In het vroegere pauselijke leger had een soldaat geen specifieke aanduiding. De benaming hing af van de periode, functie en nationaliteit. Hier zijn enkele voorbeelden:
Infanterie:
- Zwitserse Garde: De beroemde pauselijke garde bestond al sinds 1506 en bestond uit Zwitserse soldaten.
- Zoeaven: Dit type infanterist was vooral populair in de 19e eeuw. Ze waren herkenbaar aan hun kleurige uniform met pofbroek.

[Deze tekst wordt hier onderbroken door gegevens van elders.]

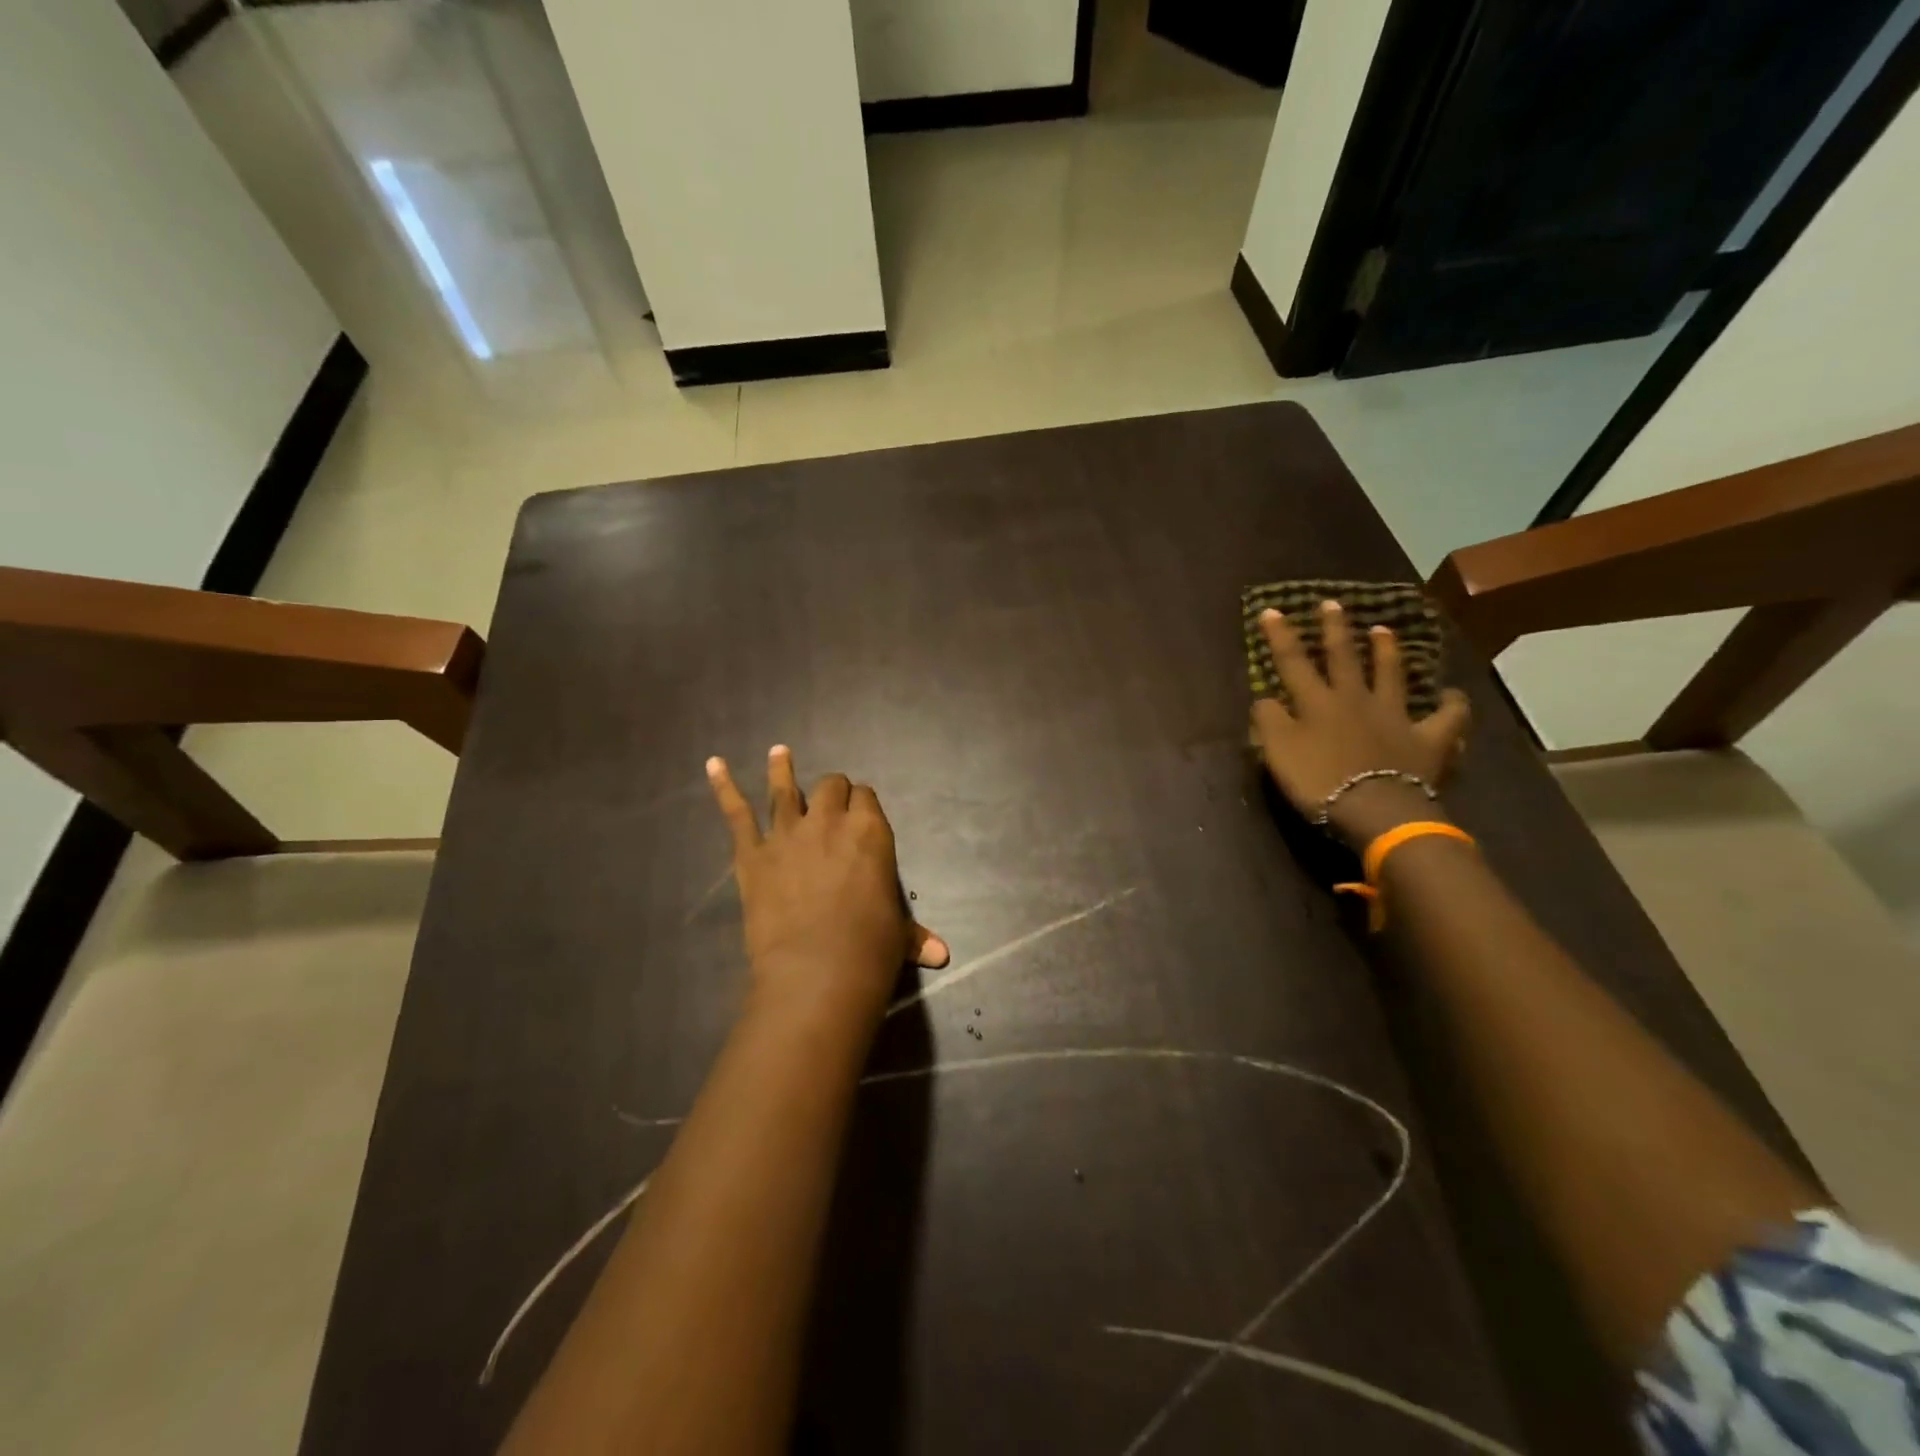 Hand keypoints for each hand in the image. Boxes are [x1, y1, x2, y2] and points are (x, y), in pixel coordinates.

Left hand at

Het pauselijke leger had ook een regiment zoeaven, dat bestond uit vrijwilligers uit verschillende landen, waaronder Nederland en België.
- Papelijke Grenadiers: Deze elite-eenheid bestond van 1801 tot 1870 en was verantwoordelijk voor de bescherming van de paus.
- Pontifici Volontari: Dit regiment bestond uit vrijwilligers uit verschillende landen en werd opgericht in 1860.
Cavalerie:
- Cuirassiers: Deze zware cavalerie droeg harnassen en was bewapend met lansen en zwaarden.
- Hussaren: Deze lichte cavalerie was gewiekst en snel en werd gebruikt voor verkenning en patrouilles.
Artillerie:
- Pontifici Artiglieri: Dit regiment was verantwoordelijk voor de artillerie van het pauselijke leger.
Naast deze specifieke aanduidingen werden soldaten in het pauselijke leger ook wel aangeduid met termen als:
- Pontificio Soldato: Pauselijke soldaat
- Difensore della Chiesa: Verdediger van de Kerk
- Militante della Santa Sede: Strijder van de Heilige Stoel
De exacte benaming van een soldaat in het pauselijke leger hangt dus af van verschillende factoren.
Extra informatie:
- Het pauselijke leger bestond tot 1870, toen de Kerkelijke Staat werd ingelijfd bij het Koninkrijk Italië.
- De Pauselijke Zwitserse Garde is het enige overblijfsel van het pauselijke leger.
Ik hoop dat dit antwoord je vraag beantwoordt.